Saturday, March 5, 2016

Marjane Satrapi's "Persepolis" is insightful, clever, funny, and above all, moving. In a word, it's magical.



Persepolis is like few graphic novels or comics I've ever read.  For one, it's a story about a girl  (for a change) growing up in a very right-winged and old fashioned Iran, a country going through a revolution where a minor faux-pas such as not properly covering one's head and hair as a woman could land you in big trouble with the authorities.  Author and narrator Marjane Satrapi creates and maintains a comically realistic atmosphere of her life at home with her rather liberal parents, a very wise and modern thinking grandma, and also her life and experiences while living in Austria for some two years in the mid-1980s.

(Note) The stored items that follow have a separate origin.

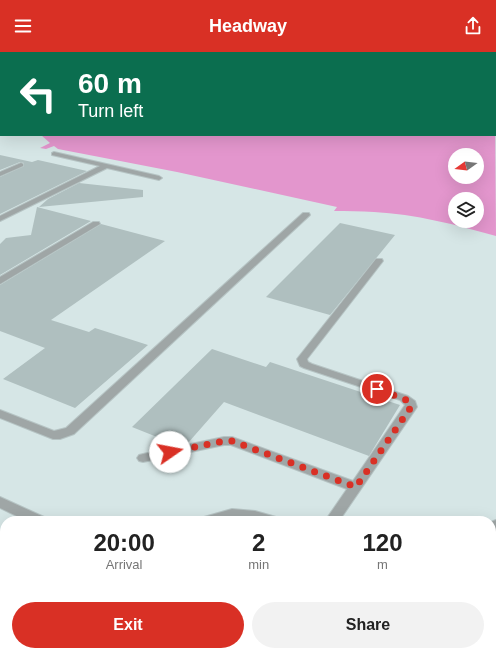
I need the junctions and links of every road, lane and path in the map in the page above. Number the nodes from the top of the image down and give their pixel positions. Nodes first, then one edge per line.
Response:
1 (54, 154) dead end
2 (21, 165) dead end
3 (106, 166) junction
4 (0, 174) edge
5 (160, 178) dead end
6 (306, 215) dead end
7 (0, 219) edge
8 (96, 224) dead end
9 (379, 261) dead end
10 (0, 281) edge
11 (0, 414) edge
12 (143, 458) dead end
13 (356, 487) junction
14 (0, 502) edge
15 (29, 516) edge
16 (221, 516) edge
17 (258, 516) edge
18 (336, 516) edge

1 - 3 street
2 - 4 street
3 - 5 street
3 - 7 street
6 - 11 street
8 - 10 street
9 - 13 street
12 - 13 street
13 - 18 street
14 - 15 street
16 - 17 street

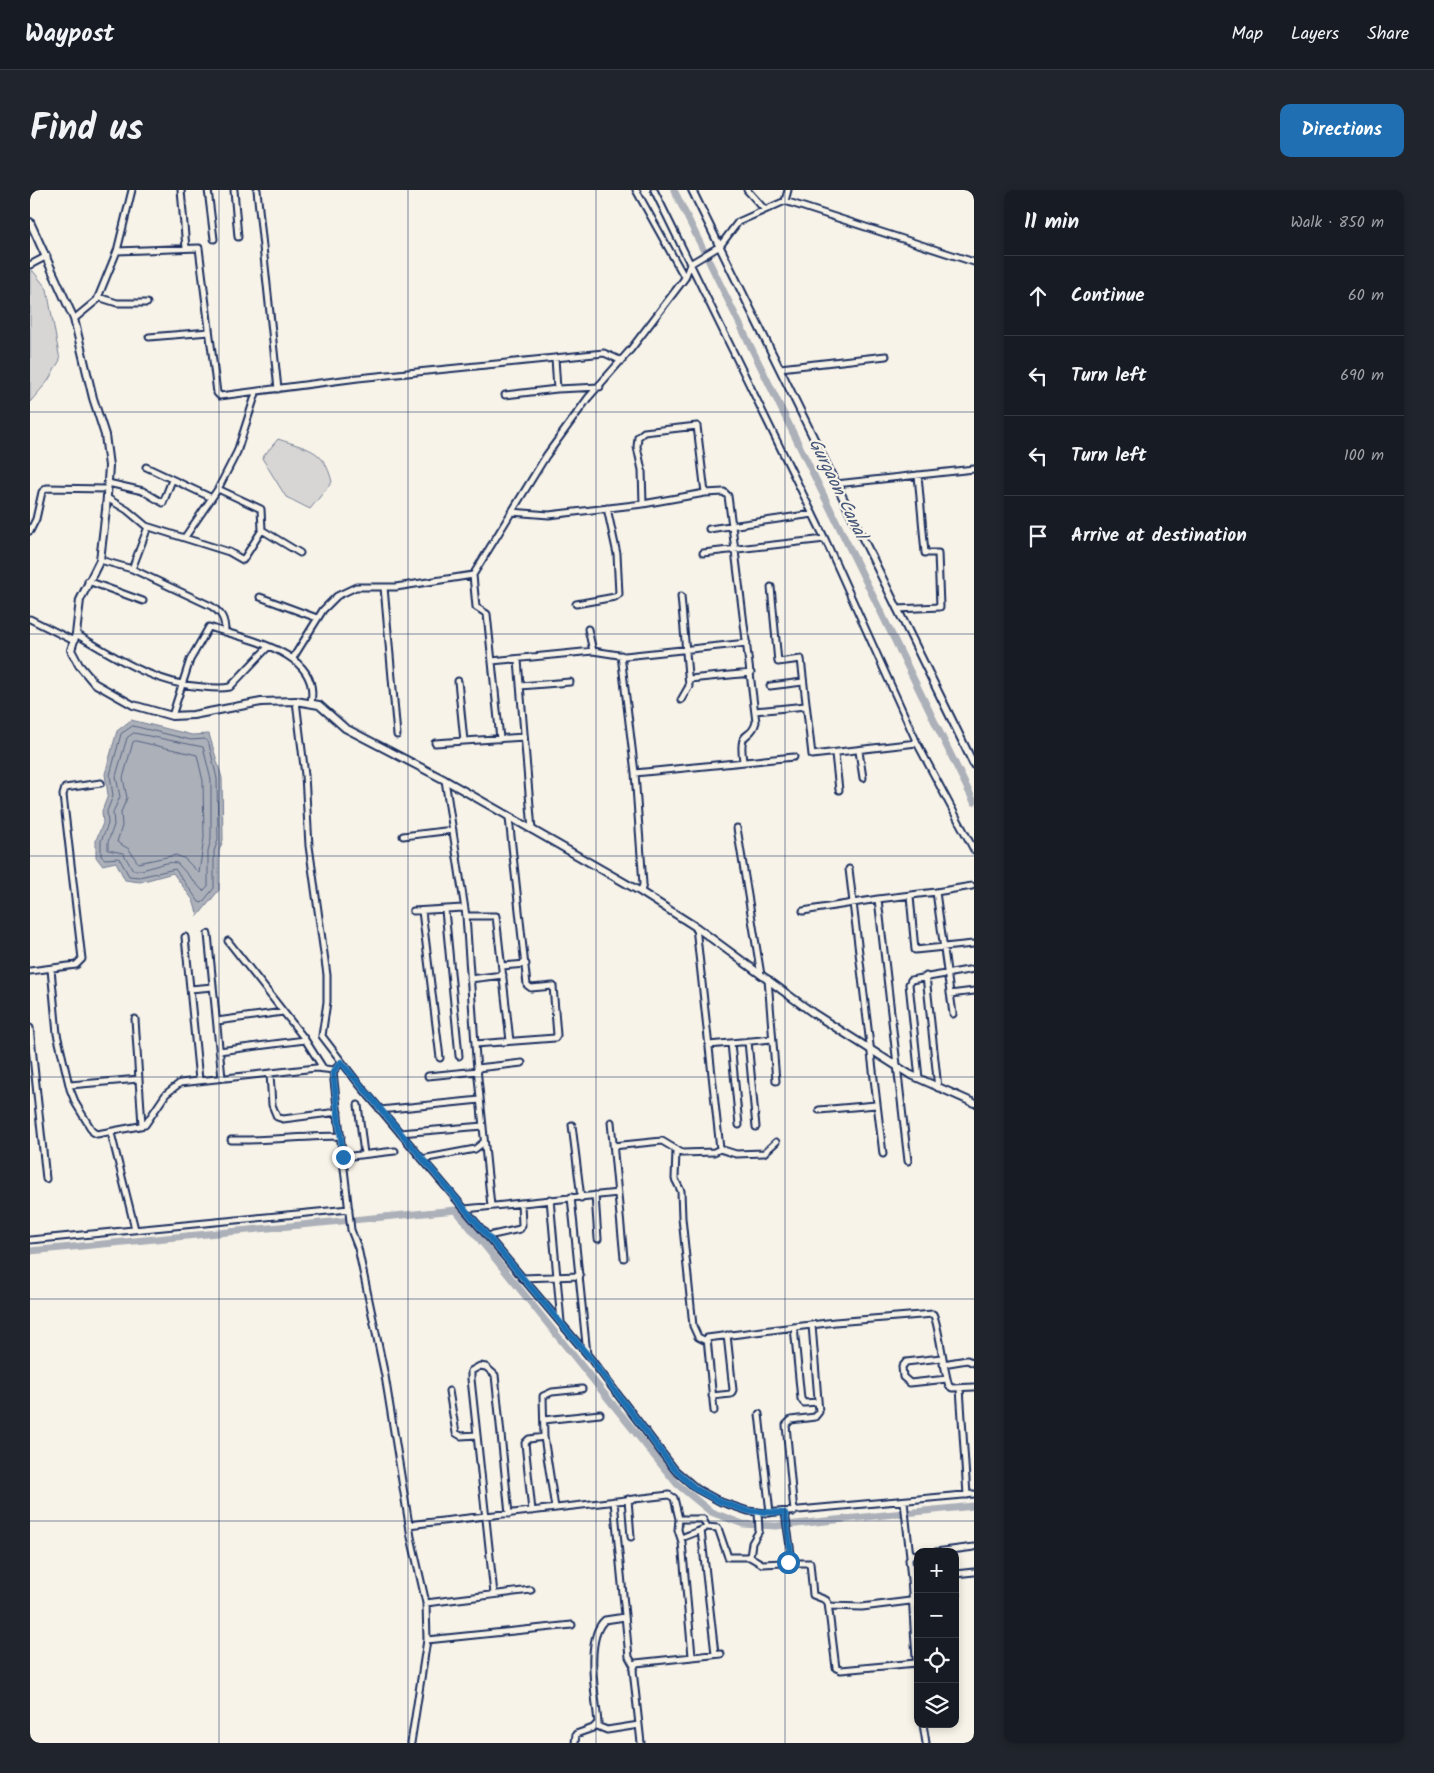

With her acute and observant eyes and ears, Satrapi captures the ruthlessness a Middle Eastern's country regime change, and she juxtaposes it with her teenage years of living in the West, where, according to her, "if you were to collapse and pass out on a public street, no stranger would ever come to your aid."  This I truly do believe, but I also believe that the West offers certain advantages over living in out-dated governments, and those perks do come at a certain cost, as no place on Earth is perfect, as she so surely and wisely learns.  Her life in Persepolis is equivalent to that of a superhero who, dissatisfied with the ever growing number of those just like her, she travels to a place void of any of her kind, only to discover that it's a cold, soulless abyss for any open minded individual.

In essence, Satrapi is a serious artist who has seen and experienced extremes of both places - each good in its own right, and each also flawed as all hell - but who keeps a strong grasp on her deep down ideals that liberal change is actually a good thing, especially in this world of ours that is trying very hard to catch up to the philosophy of so few free thinking individuals.  It's a smart lesson in adolescent wisdom, political and cultural liberation, and a woman's right to lose her virginity before her wedding night (a concept so alien to Iran she grew up in that it could get the perpetrators of such an activity executed).  After an eye opening and amusing coming of age tale such as this, and on the black & white pages of Satrapi's celebrated graphic novel, no less, the only thing left to look forward to is to watch the 2007 animated film adaptation of the same name.  I, for one, can not wait.